Firma manente hac praecepti amoris universalitate, adest tamen exigentia specifice ecclesialis — ea nempe quod in ipsa Ecclesia uti familia nullum membrum ob egestatem patiatur. Hoc sensu viget declaratio Epistulae ad Galatas: « Ergo dum tempus habemus, operemur bonum ad omnes, maxime autem ad domesticos fidei » (6, 10).

Pada abad 19, Marxisme memrotes Gereja: katanya, kaum miskin tidak butuh amal kasih, tapi keadilan. Praktek amal kasih mereka politisir sebagai cara kaum kaya menghindari keadilan, dan cara menghibur nurani selagi mereka mempertahankan status dan merampas hak kaum miskin. Alih-alih amal kasih demi status-quo, harusnya kita bangun tatanan sosial yang adil, agar semua orang mendapat bagian atas harta duniawi. (DCE 26)

A saeculo XIX adversus caritatis Ecclesiae opera obiectio efferbuit, quae insistenter dein evoluta est praesertim praeceptis marxistis innixa.
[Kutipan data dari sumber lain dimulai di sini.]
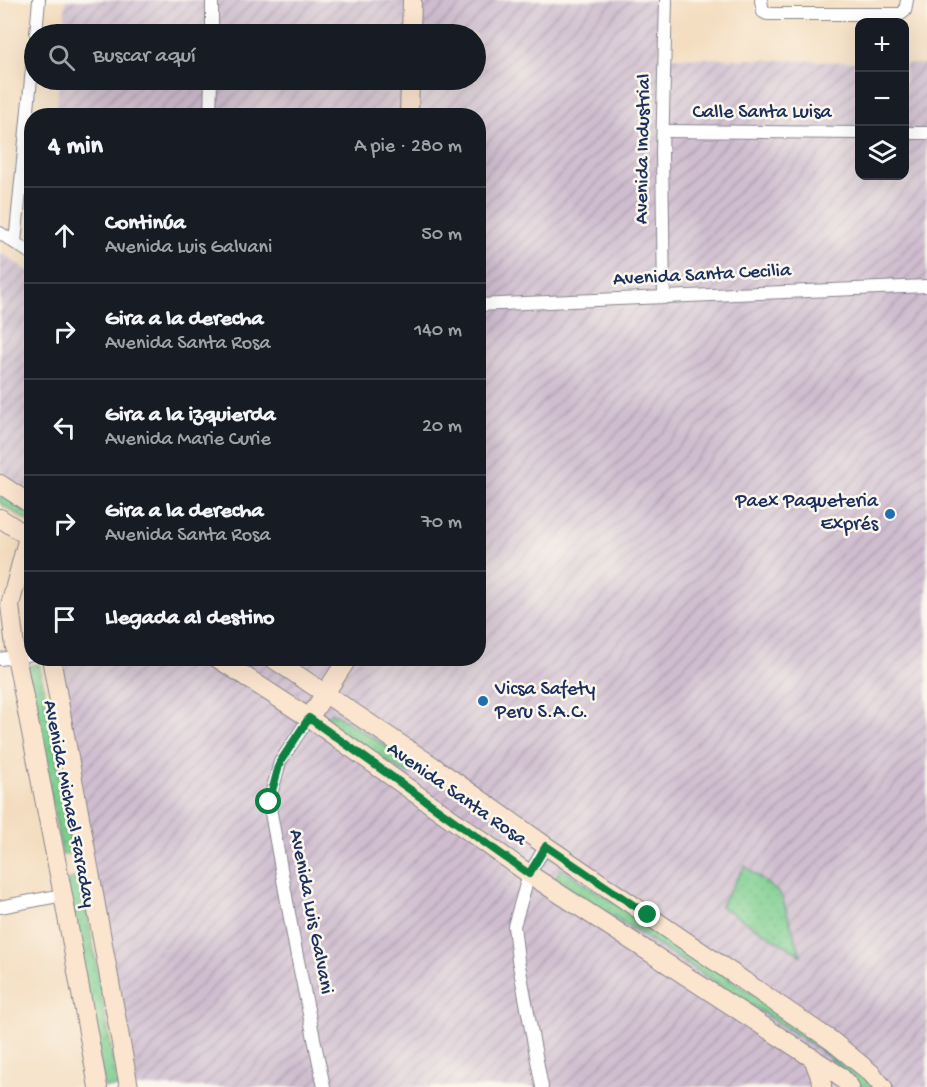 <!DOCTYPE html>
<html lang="es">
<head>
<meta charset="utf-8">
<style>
  :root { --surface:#171b24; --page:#20242c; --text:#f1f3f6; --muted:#9ea1a6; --line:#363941 }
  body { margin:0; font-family:"Gochi Hand",sans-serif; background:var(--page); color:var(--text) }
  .controls { position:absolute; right:18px; top:18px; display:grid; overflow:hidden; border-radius:12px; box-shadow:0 6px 24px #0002 }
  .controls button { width:54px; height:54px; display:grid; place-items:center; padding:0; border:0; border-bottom:2px solid var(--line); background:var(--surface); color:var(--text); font:30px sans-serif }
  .stop { position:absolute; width:18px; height:18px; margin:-14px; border:4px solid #0b8043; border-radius:50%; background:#fff }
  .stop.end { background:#0b8043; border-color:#fff; box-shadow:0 2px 6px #0008 }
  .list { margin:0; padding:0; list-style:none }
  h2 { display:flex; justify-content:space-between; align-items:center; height:78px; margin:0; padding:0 24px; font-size:26px }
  h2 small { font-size:20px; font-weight:400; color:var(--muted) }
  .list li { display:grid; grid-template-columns:39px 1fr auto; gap:18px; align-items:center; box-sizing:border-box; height:96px; padding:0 24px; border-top:2px solid var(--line) }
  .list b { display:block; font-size:22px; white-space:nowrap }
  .list p { margin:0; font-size:20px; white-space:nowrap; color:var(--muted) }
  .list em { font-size:20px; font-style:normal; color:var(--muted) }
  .icon { flex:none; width:33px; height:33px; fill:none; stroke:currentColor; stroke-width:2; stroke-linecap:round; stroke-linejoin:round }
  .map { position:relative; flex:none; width:927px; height:1087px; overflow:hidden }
  .search { position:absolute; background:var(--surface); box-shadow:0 6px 24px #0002; left:24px; top:24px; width:462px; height:66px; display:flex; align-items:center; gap:15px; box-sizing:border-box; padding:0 21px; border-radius:33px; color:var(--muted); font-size:22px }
  .panel { position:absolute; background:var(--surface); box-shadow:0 6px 24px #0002; left:24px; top:108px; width:462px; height:558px; border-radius:24px }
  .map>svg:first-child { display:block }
  .industrial { fill:url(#industrial-furrows) }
  .grass { fill:url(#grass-dots); stroke:#4b7e76; stroke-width:1.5 }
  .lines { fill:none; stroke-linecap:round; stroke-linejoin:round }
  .street-casing { stroke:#88868e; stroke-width:14 }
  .secondary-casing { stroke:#88868e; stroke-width:20 }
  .street { stroke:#fff; stroke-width:12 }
  .secondary { stroke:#fce5cf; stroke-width:18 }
  .route { stroke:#0b8043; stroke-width:8 }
  .poi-dot { fill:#1f6fb2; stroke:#fbf7ec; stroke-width:2 }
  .labels { text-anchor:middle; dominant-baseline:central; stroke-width:5; stroke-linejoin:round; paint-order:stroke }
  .street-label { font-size:20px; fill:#1b2f5e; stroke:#fbf7ec }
  .poi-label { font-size:20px; fill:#1b2f5e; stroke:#fbf7ec; text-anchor:end }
</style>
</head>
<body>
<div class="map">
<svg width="927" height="1087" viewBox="0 0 927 1087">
  <defs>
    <pattern id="industrial-furrows" width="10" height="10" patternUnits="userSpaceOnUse" patternTransform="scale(1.5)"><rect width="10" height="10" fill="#cfbdcf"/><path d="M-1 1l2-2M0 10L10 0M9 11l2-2" fill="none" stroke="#a79aab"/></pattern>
    <pattern id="grass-dots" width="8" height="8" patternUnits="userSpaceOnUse" patternTransform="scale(1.5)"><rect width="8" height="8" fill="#7bcd8e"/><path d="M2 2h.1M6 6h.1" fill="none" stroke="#6ab07d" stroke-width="1.8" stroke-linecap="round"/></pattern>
  </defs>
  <rect width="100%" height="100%" fill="#fbf7ec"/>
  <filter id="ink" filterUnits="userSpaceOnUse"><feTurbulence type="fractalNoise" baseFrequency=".0167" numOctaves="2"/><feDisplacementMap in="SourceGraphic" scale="12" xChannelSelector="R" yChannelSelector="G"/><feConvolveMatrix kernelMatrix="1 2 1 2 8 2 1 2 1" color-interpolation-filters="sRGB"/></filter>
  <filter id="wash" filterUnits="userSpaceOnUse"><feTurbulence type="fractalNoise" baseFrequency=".008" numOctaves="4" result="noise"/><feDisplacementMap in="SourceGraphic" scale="24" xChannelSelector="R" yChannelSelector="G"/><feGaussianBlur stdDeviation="1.35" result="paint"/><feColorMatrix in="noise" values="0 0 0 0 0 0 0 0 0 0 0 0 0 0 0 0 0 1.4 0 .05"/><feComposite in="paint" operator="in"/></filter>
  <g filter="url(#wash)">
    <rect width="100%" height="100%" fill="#f4ddbf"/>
    <g class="industrial">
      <path d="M66,0H661L660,57L859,62L860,176H904L905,64H927V1087H132L58,659L478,658V116H56L59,80H476V34H63Z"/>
      <path d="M0,252L31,273V497L0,477Z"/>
    </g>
    <g class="grass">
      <path d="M0,494L31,514L27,521L0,503Z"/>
      <path d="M39,664L75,852L62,855L26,666Z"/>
      <path d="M331,712L413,763L407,774L324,723Z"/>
      <path d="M745,866L781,895L801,955L720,906Z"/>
      <path d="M561,868L844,1054L874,1087H862L851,1075L816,1047L555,879Z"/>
      <path d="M81,877L118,1087H104L66,880Z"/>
    </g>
  </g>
  <g filter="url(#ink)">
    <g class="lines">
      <g class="street-casing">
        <g id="street">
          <path d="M761,0L763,12L767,14H901L905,11L907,0"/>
          <path d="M36,34L39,0"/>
          <path d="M212,34V0"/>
          <path d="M210,116L211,80"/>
          <path d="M664,131L860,133"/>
          <path d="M904,133H927"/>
          <path d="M0,233L32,254"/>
          <path d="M15,243L34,48"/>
          <path d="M664,298L662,153L666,0"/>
          <path d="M478,305L927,286"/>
          <path d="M0,659L32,654"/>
          <path d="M309,718L280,762L269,802L295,946L324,1087"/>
          <path d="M0,907L63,895"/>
          <path d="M542,1087L518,960L514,926L529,874L546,846"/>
        </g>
      </g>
      <g class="secondary-casing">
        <g id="secondary">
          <path d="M411,34L412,0"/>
          <path d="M409,116L410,80"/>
          <path d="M0,484L32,505"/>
          <path d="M0,518L32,539"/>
          <path d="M32,530L28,537L10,605L16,656L63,895L98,1087"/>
          <path d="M51,658L129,1087"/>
          <path d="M217,658L309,718L529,874L840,1076L850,1087"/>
          <path d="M272,658L433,766L546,846L832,1041L871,1073L883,1087"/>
          <path d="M309,718L348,658"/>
          <path d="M813,1058L822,1082V1087"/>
        </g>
      </g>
      <use href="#street" class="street"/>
      <use href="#secondary" class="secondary"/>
    </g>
  </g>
  <g class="lines" filter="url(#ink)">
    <path class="route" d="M269,802L280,762L309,718L529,874L546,846L648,915"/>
  </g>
  <g class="poi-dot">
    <circle cx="890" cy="514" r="6"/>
    <circle cx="483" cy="701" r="6"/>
  </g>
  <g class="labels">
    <g class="street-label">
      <text x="762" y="113">Calle Santa Luisa</text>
      <text transform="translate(644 149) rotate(-89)">Avenida Industrial</text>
      <text transform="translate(702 276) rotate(-3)">Avenida Santa Cecilia</text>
      <text transform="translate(456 795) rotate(35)">Avenida Santa Rosa</text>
      <text transform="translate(68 804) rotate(79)">Avenida Michael Faraday</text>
      <text transform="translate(310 912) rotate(79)">Avenida Luis Galvani</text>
    </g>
    <g class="poi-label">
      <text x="878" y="502">Paex Paqueteria<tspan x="878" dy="23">Exprés</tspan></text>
      <text x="495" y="690" text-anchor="start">Vicsa Safety<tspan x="495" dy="23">Peru S.A.C.</tspan></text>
    </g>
  </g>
</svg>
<div class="controls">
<button>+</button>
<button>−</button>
<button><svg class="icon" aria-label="layers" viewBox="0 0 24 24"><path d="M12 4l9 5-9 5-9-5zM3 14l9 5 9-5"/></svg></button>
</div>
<div class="stop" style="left:269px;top:802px"></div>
<div class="stop end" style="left:648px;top:915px"></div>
<div class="search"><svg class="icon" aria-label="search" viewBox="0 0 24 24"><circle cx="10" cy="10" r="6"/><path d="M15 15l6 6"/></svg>Buscar aquí</div>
<section class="panel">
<h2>4 min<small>A pie · 280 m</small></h2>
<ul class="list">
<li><svg class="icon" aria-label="ahead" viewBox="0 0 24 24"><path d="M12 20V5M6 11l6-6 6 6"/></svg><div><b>Continúa</b><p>Avenida Luis Galvani</p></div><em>50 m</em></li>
<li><svg class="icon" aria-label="right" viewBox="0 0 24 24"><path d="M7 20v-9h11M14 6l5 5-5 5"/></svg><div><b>Gira a la derecha</b><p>Avenida Santa Rosa</p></div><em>140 m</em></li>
<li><svg class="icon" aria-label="left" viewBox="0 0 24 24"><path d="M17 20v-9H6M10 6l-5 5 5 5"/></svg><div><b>Gira a la izquierda</b><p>Avenida Marie Curie</p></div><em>20 m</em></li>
<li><svg class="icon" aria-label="right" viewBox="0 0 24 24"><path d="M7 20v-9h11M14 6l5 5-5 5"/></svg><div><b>Gira a la derecha</b><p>Avenida Santa Rosa</p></div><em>70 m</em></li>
<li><svg class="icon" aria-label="arrive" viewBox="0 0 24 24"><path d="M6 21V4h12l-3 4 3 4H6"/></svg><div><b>Llegada al destino</b></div></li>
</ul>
</section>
</div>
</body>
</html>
Pauperes dicebantur operibus caritatis non egere, sed contra iustitia. Opera caritatis — eleemosynae — reapse esse pro divitibus modus quo se subtraherent a restauranda iustitia et suae consulerent conscientiae, contendentes suas sententias et pauperum iura laedentes. Potius quam hodiernae vitae conditiones per singula caritatis opera sustentarentur, necesse putabatur instituere ordinem iustum, in quo quisque suam reciperet partem ex bonis mundi ita ut caritatis operibus non amplius egeret.
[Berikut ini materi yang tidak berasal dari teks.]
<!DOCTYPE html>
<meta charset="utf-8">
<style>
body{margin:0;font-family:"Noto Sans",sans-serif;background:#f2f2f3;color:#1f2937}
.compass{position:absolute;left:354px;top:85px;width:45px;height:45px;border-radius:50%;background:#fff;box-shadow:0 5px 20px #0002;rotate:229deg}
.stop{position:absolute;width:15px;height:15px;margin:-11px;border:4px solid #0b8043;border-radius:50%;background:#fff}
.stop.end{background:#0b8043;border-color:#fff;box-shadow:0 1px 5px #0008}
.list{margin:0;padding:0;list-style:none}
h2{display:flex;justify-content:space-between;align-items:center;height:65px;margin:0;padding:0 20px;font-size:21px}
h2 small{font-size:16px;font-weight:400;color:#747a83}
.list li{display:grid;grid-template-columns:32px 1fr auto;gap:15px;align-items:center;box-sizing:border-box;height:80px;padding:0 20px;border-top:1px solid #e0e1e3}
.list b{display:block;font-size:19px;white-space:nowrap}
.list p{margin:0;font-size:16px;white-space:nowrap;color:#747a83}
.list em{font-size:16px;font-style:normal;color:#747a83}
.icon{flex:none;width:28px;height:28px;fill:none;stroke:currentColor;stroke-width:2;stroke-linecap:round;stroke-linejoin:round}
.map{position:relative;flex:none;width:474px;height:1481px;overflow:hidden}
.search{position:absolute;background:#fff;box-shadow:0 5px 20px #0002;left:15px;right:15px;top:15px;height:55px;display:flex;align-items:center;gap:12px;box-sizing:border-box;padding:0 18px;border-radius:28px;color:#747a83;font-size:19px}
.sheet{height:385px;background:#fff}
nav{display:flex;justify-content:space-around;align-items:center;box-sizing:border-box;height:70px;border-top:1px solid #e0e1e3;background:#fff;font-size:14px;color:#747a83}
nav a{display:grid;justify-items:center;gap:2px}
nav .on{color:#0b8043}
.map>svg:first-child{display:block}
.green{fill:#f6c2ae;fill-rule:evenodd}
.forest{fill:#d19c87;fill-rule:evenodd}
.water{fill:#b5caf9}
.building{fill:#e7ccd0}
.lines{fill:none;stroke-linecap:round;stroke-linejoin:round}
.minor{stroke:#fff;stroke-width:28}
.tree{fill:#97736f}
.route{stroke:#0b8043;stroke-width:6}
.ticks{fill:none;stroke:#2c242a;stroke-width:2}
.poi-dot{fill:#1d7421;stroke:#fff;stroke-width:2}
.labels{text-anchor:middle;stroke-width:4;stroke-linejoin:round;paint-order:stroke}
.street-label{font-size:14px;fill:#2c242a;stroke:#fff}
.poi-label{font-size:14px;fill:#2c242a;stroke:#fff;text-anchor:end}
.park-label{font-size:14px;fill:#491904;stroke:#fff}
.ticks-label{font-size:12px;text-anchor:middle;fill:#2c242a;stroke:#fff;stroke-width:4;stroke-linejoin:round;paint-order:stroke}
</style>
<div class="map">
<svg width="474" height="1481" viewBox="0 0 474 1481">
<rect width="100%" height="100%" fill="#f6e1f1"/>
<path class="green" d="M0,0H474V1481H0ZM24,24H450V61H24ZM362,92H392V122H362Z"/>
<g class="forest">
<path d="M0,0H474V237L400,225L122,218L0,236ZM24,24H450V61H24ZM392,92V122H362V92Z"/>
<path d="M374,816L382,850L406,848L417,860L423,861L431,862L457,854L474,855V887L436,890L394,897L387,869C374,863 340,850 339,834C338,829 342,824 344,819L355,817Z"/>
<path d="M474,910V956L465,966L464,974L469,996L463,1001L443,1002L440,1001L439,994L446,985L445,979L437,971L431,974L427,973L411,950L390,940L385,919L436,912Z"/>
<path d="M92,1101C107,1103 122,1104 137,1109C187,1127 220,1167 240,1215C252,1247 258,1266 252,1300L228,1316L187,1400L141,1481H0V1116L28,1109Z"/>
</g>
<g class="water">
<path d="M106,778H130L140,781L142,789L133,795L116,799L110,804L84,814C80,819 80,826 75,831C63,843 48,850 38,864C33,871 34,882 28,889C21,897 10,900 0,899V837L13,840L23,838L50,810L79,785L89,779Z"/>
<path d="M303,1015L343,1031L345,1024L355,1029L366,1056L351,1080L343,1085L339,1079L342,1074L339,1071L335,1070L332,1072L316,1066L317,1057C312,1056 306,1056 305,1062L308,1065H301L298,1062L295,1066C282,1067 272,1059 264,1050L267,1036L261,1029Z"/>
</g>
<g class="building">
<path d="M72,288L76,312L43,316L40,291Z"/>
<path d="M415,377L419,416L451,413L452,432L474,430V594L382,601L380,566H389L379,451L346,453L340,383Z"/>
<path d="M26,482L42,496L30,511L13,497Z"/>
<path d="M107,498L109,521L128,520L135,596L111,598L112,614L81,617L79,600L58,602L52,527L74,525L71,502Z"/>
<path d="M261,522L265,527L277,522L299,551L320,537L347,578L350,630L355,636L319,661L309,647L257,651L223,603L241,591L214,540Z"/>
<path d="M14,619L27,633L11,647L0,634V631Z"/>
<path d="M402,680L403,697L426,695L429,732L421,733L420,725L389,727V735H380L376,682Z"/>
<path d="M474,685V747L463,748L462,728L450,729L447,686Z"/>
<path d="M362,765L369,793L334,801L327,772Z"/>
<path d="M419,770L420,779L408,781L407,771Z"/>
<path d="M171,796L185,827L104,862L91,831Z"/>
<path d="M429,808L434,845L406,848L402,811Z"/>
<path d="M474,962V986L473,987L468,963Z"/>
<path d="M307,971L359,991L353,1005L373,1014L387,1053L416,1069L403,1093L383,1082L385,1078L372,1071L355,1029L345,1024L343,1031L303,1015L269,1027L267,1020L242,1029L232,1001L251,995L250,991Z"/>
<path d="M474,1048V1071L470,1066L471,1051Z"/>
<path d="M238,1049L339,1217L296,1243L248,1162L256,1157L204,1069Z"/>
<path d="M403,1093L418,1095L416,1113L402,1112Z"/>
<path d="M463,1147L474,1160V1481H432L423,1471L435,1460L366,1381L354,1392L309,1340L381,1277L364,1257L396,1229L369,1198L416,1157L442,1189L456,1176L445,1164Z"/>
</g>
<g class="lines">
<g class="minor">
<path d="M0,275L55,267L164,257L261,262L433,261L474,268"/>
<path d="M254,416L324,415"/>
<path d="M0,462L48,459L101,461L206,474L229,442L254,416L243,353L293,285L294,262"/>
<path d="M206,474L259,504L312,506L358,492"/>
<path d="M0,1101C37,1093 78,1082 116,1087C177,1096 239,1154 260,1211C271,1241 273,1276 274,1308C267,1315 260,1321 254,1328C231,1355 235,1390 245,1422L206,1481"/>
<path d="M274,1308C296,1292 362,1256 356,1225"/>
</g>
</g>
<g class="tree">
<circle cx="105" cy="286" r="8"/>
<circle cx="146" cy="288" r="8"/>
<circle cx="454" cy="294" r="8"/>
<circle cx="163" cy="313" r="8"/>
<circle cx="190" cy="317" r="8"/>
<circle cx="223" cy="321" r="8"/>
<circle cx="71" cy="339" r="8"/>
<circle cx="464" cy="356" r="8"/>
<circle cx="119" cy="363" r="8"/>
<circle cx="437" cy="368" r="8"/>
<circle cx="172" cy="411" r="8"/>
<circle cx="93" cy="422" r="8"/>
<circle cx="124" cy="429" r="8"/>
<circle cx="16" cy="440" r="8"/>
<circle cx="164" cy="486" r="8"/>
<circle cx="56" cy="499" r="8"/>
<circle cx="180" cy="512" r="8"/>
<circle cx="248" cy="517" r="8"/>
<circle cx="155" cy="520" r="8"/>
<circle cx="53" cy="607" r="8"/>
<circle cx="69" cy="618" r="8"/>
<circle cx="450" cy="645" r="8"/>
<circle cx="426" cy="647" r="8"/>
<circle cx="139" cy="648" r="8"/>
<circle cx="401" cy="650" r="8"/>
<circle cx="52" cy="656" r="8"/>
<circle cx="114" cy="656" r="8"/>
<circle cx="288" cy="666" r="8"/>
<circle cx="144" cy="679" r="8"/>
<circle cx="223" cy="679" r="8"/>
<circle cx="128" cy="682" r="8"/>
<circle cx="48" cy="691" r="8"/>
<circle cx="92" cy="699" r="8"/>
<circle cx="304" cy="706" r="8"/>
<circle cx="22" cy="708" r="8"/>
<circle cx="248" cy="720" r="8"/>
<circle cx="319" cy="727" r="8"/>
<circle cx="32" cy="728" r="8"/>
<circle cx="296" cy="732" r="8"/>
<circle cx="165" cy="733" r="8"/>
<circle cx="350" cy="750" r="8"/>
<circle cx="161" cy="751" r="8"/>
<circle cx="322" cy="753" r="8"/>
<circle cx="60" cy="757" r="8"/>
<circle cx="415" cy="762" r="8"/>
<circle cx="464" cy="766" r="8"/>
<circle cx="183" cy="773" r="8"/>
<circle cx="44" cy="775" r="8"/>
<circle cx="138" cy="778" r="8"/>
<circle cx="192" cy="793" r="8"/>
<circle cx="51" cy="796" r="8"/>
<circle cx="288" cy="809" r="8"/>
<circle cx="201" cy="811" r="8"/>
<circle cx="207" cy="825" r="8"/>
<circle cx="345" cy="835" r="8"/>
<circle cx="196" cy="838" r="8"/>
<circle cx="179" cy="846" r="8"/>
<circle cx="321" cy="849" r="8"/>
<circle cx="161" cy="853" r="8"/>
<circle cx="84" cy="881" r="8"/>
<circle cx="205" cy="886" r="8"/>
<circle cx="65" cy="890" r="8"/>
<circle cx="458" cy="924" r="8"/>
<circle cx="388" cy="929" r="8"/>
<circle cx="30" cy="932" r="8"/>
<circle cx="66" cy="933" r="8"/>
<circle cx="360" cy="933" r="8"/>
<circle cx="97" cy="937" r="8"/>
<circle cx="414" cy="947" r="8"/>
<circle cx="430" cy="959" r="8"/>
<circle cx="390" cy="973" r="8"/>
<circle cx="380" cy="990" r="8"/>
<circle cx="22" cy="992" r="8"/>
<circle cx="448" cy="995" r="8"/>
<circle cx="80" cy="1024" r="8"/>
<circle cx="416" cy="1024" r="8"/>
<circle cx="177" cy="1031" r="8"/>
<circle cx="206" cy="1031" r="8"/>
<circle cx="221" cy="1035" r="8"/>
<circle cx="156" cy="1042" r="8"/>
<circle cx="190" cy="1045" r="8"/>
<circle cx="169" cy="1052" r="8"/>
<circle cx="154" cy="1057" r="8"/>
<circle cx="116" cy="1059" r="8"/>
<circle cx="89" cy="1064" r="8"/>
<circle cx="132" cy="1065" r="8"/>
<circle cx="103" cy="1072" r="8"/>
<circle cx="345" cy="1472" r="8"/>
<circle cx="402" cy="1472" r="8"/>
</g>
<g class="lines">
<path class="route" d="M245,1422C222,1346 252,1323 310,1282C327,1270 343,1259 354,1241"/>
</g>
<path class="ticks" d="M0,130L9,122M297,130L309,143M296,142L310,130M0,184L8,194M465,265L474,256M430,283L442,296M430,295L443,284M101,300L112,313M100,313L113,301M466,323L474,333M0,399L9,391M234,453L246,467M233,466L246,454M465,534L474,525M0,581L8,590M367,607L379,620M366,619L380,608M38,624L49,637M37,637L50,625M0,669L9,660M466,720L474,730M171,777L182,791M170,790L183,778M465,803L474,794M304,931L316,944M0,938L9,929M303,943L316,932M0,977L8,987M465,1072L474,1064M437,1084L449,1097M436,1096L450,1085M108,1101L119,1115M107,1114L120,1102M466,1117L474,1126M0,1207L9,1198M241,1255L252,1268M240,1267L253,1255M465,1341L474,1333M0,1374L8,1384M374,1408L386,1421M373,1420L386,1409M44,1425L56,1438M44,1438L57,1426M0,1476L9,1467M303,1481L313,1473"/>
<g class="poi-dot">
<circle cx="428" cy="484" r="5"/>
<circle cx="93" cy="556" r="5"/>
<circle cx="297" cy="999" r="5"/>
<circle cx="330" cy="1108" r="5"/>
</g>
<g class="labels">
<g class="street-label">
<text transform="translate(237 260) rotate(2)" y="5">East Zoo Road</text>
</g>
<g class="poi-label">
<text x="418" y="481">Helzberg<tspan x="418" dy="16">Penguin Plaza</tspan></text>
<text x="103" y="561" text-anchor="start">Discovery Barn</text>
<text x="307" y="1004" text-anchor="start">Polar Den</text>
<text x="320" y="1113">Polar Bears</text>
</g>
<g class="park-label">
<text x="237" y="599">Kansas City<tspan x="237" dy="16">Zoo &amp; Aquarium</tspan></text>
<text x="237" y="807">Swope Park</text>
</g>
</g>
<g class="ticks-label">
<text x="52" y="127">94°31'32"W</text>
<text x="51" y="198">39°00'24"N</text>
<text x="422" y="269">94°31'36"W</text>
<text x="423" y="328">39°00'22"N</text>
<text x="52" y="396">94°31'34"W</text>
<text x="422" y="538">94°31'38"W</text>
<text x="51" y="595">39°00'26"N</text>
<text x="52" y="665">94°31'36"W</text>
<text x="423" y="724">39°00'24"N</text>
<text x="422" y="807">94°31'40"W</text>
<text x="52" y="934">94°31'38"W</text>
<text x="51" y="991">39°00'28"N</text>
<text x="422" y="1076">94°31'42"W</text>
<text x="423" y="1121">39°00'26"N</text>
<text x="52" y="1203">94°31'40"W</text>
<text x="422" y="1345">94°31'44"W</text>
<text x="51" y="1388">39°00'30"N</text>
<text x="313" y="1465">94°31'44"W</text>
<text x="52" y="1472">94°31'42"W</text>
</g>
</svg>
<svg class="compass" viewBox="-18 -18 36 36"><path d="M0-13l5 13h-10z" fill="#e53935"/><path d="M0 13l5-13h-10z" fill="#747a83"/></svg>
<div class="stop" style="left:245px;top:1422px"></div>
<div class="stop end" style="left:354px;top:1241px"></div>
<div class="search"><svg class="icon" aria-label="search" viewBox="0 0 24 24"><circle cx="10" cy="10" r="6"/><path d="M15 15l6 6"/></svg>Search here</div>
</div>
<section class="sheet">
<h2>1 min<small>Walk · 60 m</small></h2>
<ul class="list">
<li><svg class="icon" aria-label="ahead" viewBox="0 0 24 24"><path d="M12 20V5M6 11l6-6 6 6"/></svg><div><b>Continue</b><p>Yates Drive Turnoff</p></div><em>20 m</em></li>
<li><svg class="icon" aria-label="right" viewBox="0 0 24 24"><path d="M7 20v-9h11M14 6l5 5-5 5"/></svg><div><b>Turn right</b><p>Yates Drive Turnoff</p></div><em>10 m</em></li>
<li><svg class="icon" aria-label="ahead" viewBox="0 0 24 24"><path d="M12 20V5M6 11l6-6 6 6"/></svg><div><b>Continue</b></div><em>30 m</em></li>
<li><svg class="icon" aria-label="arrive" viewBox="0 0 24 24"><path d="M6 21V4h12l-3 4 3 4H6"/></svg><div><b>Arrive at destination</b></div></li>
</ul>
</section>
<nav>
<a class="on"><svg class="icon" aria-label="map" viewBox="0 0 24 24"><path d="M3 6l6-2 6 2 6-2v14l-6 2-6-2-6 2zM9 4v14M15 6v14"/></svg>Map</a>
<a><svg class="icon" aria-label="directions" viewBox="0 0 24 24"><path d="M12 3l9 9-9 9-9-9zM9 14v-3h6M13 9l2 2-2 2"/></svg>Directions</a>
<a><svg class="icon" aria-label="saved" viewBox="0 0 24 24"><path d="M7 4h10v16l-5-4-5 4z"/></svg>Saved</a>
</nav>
Wacana Marxisme ttg amal kasih dan keadilan memang ada benarnya, tetapi juga keliru. Adalah benar bahwa keadilan harus ditegakkan sebagai norma dasar Negara dan bahwa tatanan sosial yang adil bermaksud menjamin agar setiap orang, menurut prinsip subsidiaritas, mendapat bagiannya dalam kesejahteraan umum. Ini pun selalu ditekankan dalam ajaran Kristen mengenai Negara dan dalam ajaran sosial Gereja.(DCE 26)
(Kekeliruan) Marxisme adalah memandang revolusi dunia secara otomatis menyiapkan di dalamnya jawaban atas masalah sosial: melalui revolusi dan selanjutnya pembagian barang-barang secara sama rata – demikian menurut ajaran Marxixme, keadaan akan berubah arah dan menjadi lebih baik. Ini adalah impian yang terbukti buyar. (DCE 27)

Huius argumenti quiddam verum est, fateri oportet, quiddam autem erroneum. Verum illud est quod fundamentalis norma Civitatis esse debet iustitiae persecutio et quod finis iusti ordinis socialis est unicuique bonorum communium partem spondere, principio subsidiarietatis. Hoc semper aperte quoque proposuit christiana doctrina de Civitate atque doctrina socialis Ecclesiae…
Marxismus tam in revolutione mundiali quam in eius praeparatione indicaverat solutionem quaestionis socialis: per revolutionem et sequentem bonorum aequationem — ita tali asseverabatur in doctrina — omnia repente in diversam et meliorem rationem verti debebant. Somnium hoc evanuit.


Tata masyarakat dan Negara yang adil adalah tanggungjawab politik. St Agustinus menyatakan, suatu Negara yang tidak diatur menurut keadilan niscaya merupakan sekumpulan durjana: “Jika jauh dari keadilan, bukankah pemerintahan akan menjadi sarang utama para penyamun?” (De Civitate Dei, IV, 4).(DCE 28a)

Iustus societatis et Civitatis ordo fundamentale munus est rei politicae. Civitas quae non regitur iustitia, in magnam latronum manum redigitur, sicut dixit quondam Augustinus: « Remota itaque iustitia quid sunt regna nisi magna latrocinia » (De Civitate Dei, IV, 4: CCL 47, 102).